In fact, the Chinese security authorities are using modern technology to even censor the Internet, but this is simply a rear-guard action. The flow of information is so massive these days that it is self-defeating to seek to deny Chinese citizens access to information that everyone else in the world is privy to. This merely creates an ignorant citizenry, which is the opposite of what the Chinese government says it is trying to do.

True, for many years, China adopted a policy of keeping its people in ignorance of the rest of the world so that they would not be aware of their own country's backwardness. But this was counterproductive, because Chinese people created in their imagination an external world that was so superior to China as to be unreal. One play that was shown in the early 1980s, when China was just beginning to open up to the outside world, had people in the U.S. using picture phones when ordinary telephones were still not that common.

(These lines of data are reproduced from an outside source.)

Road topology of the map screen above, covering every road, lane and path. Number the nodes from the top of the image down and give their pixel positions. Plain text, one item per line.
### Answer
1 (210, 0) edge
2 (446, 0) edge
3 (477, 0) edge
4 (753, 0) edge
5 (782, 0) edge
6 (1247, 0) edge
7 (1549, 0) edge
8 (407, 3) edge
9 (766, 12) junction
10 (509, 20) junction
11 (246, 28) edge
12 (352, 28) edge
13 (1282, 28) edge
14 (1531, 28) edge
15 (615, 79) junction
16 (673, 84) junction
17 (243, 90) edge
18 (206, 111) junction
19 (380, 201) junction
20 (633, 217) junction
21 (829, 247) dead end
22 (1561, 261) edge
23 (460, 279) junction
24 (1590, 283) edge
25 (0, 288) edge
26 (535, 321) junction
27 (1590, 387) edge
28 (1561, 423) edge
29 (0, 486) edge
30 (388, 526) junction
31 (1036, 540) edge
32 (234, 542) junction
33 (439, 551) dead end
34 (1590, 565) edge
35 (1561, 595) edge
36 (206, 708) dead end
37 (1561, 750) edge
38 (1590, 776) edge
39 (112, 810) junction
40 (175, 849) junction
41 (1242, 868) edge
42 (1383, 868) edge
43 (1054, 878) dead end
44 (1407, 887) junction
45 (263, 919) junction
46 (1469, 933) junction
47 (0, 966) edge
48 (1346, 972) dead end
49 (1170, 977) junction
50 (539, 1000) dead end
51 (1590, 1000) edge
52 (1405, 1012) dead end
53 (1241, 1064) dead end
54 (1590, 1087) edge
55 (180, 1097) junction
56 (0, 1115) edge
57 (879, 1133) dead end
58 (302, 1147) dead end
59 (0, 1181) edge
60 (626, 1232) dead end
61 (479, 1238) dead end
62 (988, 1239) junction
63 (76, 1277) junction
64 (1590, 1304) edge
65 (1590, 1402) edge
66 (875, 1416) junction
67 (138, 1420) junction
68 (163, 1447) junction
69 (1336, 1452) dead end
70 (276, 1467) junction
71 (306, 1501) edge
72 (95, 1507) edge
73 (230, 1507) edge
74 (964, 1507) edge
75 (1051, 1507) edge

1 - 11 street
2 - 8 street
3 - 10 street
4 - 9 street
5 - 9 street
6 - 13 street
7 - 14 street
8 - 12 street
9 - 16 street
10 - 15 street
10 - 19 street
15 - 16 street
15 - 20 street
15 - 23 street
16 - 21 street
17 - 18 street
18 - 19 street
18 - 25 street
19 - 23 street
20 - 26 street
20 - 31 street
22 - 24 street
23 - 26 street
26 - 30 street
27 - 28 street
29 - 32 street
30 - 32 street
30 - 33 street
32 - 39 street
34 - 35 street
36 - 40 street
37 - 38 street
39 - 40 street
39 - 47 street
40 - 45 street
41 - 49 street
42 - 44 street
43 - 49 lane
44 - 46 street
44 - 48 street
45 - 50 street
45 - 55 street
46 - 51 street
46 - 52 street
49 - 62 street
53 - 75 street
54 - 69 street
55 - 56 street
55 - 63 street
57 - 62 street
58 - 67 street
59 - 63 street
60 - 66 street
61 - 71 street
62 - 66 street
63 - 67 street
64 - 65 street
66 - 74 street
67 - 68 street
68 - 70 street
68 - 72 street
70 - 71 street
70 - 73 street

The new leadership of President Hu Jintao and Prime Minister Wen Jiabao have given indications that they want to initiate political reforms. Hu has called for efforts to expand citizens' orderly participation in political affairs and guarantee the people's rights to carry out democratic election, decision making, management and supervision. To do these things, the people will need information, reliable, uncensored information on which to make judgments.

It stands to reason that if an enlightened new leadership in China wants the Chinese people to be citizens rather than subjects, the yumin zhengce, China's traditional policy of keeping the people in ignorance must be discarded.

The Chinese leaders have been emphasizing the importance of improving the quality of the population in order to keep pace with a developing economy. Already, China's people are much better educated than before. The party needs to adopt more sophisticated ways of dealing with the people than simply keeping them in ignorance.

Hopefully, the recently concluded third plenary session of the 16th Party Congress will see the party move in that direction.

Frank Ching is a Hong Kong-based journalist and commentator.